■ TRY IT ■
Every record is to be printed exactly as written; pictures are to be omitted.

+ + +

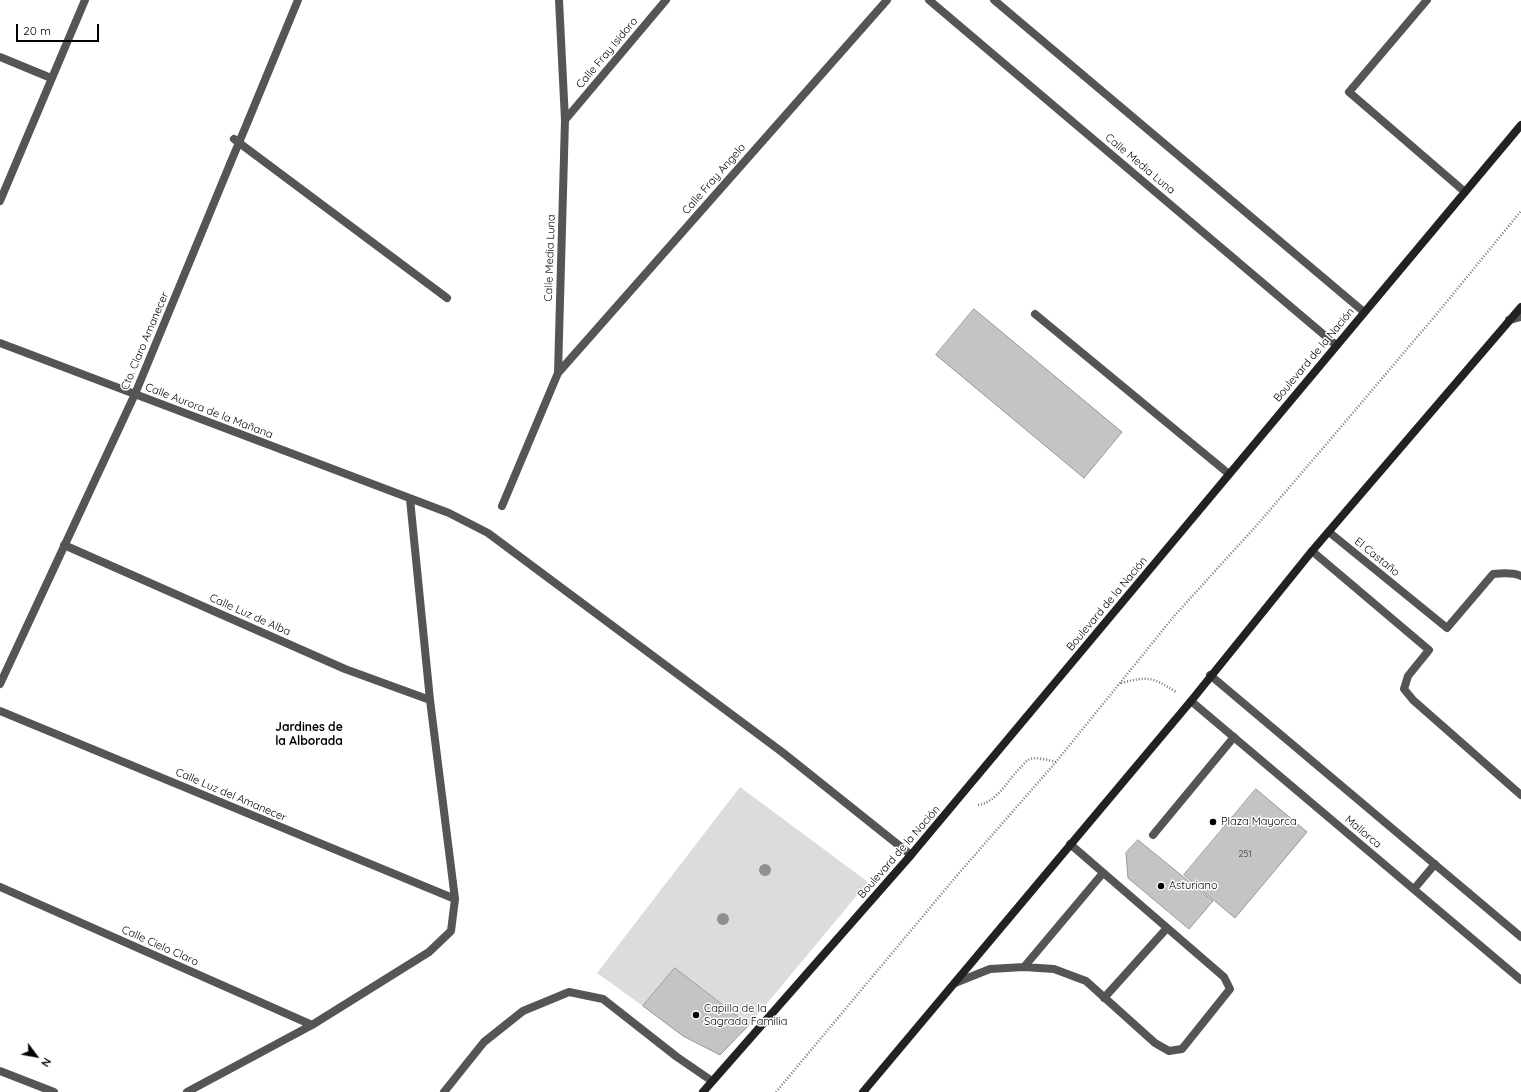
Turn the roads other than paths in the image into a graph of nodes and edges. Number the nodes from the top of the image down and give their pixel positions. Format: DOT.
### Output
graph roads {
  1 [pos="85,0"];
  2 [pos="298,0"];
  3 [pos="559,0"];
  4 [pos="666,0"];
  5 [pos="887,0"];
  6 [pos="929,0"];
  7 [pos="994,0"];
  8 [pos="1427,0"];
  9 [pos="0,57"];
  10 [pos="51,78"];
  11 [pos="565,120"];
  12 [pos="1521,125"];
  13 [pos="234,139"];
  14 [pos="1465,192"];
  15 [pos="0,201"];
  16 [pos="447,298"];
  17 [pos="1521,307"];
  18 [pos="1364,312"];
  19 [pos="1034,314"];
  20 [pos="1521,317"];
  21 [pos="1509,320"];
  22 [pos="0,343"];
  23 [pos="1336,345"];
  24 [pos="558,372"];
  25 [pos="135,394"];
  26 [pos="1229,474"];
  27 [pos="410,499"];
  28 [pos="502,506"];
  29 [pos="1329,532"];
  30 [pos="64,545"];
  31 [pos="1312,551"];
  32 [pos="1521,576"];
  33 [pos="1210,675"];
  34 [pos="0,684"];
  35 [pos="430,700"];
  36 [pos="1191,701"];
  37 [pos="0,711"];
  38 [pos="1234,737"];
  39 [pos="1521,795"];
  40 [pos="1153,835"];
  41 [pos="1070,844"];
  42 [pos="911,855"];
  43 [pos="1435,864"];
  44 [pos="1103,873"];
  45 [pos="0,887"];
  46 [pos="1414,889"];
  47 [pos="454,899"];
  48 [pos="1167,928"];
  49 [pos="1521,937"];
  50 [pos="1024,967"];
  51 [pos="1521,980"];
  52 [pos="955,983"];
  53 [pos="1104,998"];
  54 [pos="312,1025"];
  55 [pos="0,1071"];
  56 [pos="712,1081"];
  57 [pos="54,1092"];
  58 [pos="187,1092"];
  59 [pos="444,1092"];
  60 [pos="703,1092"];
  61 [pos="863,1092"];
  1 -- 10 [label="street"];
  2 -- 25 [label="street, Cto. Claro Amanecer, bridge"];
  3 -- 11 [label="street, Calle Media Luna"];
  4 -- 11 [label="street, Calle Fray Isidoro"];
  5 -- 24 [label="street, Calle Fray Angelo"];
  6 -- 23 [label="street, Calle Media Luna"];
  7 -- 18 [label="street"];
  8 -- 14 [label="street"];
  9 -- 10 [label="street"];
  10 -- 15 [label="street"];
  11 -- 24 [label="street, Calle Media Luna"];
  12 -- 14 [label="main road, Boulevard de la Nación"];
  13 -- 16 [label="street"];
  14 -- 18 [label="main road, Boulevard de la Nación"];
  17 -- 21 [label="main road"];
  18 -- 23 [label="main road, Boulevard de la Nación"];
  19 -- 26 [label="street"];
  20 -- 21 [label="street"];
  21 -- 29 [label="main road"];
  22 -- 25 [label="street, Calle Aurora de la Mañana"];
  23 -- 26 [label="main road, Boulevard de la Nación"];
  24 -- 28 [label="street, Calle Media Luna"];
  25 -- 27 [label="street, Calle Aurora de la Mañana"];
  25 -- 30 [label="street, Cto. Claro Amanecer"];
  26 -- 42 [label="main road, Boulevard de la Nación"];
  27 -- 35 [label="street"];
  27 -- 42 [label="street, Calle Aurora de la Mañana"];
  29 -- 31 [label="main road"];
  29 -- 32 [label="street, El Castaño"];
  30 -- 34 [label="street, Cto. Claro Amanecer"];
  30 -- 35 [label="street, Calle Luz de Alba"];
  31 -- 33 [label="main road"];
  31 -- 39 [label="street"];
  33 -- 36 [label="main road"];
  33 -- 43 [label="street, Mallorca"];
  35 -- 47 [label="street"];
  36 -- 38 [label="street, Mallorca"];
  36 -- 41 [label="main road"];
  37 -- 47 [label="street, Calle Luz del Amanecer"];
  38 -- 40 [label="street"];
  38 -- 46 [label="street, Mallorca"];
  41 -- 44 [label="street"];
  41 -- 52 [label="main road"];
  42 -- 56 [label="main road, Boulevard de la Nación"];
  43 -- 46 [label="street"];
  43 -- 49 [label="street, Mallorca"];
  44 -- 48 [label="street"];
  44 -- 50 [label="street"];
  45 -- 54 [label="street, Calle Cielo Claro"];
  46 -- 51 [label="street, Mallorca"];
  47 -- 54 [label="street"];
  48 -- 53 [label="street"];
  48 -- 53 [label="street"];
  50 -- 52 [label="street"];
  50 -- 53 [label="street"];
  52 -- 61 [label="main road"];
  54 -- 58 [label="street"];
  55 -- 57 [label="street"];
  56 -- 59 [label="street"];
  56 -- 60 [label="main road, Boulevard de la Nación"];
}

+ + +

■ RESULT OF THIS TASK ■
Turn the roads other than paths in the image into a graph of nodes and edges. Number the nodes from the top of the image down and give their pixel positions. Format: DOT.
### Output
graph roads {
  1 [pos="85,0"];
  2 [pos="298,0"];
  3 [pos="559,0"];
  4 [pos="666,0"];
  5 [pos="887,0"];
  6 [pos="929,0"];
  7 [pos="994,0"];
  8 [pos="1427,0"];
  9 [pos="0,57"];
  10 [pos="51,78"];
  11 [pos="565,120"];
  12 [pos="1521,125"];
  13 [pos="234,139"];
  14 [pos="1465,192"];
  15 [pos="0,201"];
  16 [pos="447,298"];
  17 [pos="1521,307"];
  18 [pos="1364,312"];
  19 [pos="1034,314"];
  20 [pos="1521,317"];
  21 [pos="1509,320"];
  22 [pos="0,343"];
  23 [pos="1336,345"];
  24 [pos="558,372"];
  25 [pos="135,394"];
  26 [pos="1229,474"];
  27 [pos="410,499"];
  28 [pos="502,506"];
  29 [pos="1329,532"];
  30 [pos="64,545"];
  31 [pos="1312,551"];
  32 [pos="1521,576"];
  33 [pos="1210,675"];
  34 [pos="0,684"];
  35 [pos="430,700"];
  36 [pos="1191,701"];
  37 [pos="0,711"];
  38 [pos="1234,737"];
  39 [pos="1521,795"];
  40 [pos="1153,835"];
  41 [pos="1070,844"];
  42 [pos="911,855"];
  43 [pos="1435,864"];
  44 [pos="1103,873"];
  45 [pos="0,887"];
  46 [pos="1414,889"];
  47 [pos="454,899"];
  48 [pos="1167,928"];
  49 [pos="1521,937"];
  50 [pos="1024,967"];
  51 [pos="1521,980"];
  52 [pos="955,983"];
  53 [pos="1104,998"];
  54 [pos="312,1025"];
  55 [pos="0,1071"];
  56 [pos="712,1081"];
  57 [pos="54,1092"];
  58 [pos="187,1092"];
  59 [pos="444,1092"];
  60 [pos="703,1092"];
  61 [pos="863,1092"];
  1 -- 10 [label="street"];
  2 -- 25 [label="street, Cto. Claro Amanecer, bridge"];
  3 -- 11 [label="street, Calle Media Luna"];
  4 -- 11 [label="street, Calle Fray Isidoro"];
  5 -- 24 [label="street, Calle Fray Angelo"];
  6 -- 23 [label="street, Calle Media Luna"];
  7 -- 18 [label="street"];
  8 -- 14 [label="street"];
  9 -- 10 [label="street"];
  10 -- 15 [label="street"];
  11 -- 24 [label="street, Calle Media Luna"];
  12 -- 14 [label="main road, Boulevard de la Nación"];
  13 -- 16 [label="street"];
  14 -- 18 [label="main road, Boulevard de la Nación"];
  17 -- 21 [label="main road"];
  18 -- 23 [label="main road, Boulevard de la Nación"];
  19 -- 26 [label="street"];
  20 -- 21 [label="street"];
  21 -- 29 [label="main road"];
  22 -- 25 [label="street, Calle Aurora de la Mañana"];
  23 -- 26 [label="main road, Boulevard de la Nación"];
  24 -- 28 [label="street, Calle Media Luna"];
  25 -- 27 [label="street, Calle Aurora de la Mañana"];
  25 -- 30 [label="street, Cto. Claro Amanecer"];
  26 -- 42 [label="main road, Boulevard de la Nación"];
  27 -- 35 [label="street"];
  27 -- 42 [label="street, Calle Aurora de la Mañana"];
  29 -- 31 [label="main road"];
  29 -- 32 [label="street, El Castaño"];
  30 -- 34 [label="street, Cto. Claro Amanecer"];
  30 -- 35 [label="street, Calle Luz de Alba"];
  31 -- 33 [label="main road"];
  31 -- 39 [label="street"];
  33 -- 36 [label="main road"];
  33 -- 43 [label="street, Mallorca"];
  35 -- 47 [label="street"];
  36 -- 38 [label="street, Mallorca"];
  36 -- 41 [label="main road"];
  37 -- 47 [label="street, Calle Luz del Amanecer"];
  38 -- 40 [label="street"];
  38 -- 46 [label="street, Mallorca"];
  41 -- 44 [label="street"];
  41 -- 52 [label="main road"];
  42 -- 56 [label="main road, Boulevard de la Nación"];
  43 -- 46 [label="street"];
  43 -- 49 [label="street, Mallorca"];
  44 -- 48 [label="street"];
  44 -- 50 [label="street"];
  45 -- 54 [label="street, Calle Cielo Claro"];
  46 -- 51 [label="street, Mallorca"];
  47 -- 54 [label="street"];
  48 -- 53 [label="street"];
  48 -- 53 [label="street"];
  50 -- 52 [label="street"];
  50 -- 53 [label="street"];
  52 -- 61 [label="main road"];
  54 -- 58 [label="street"];
  55 -- 57 [label="street"];
  56 -- 59 [label="street"];
  56 -- 60 [label="main road, Boulevard de la Nación"];
}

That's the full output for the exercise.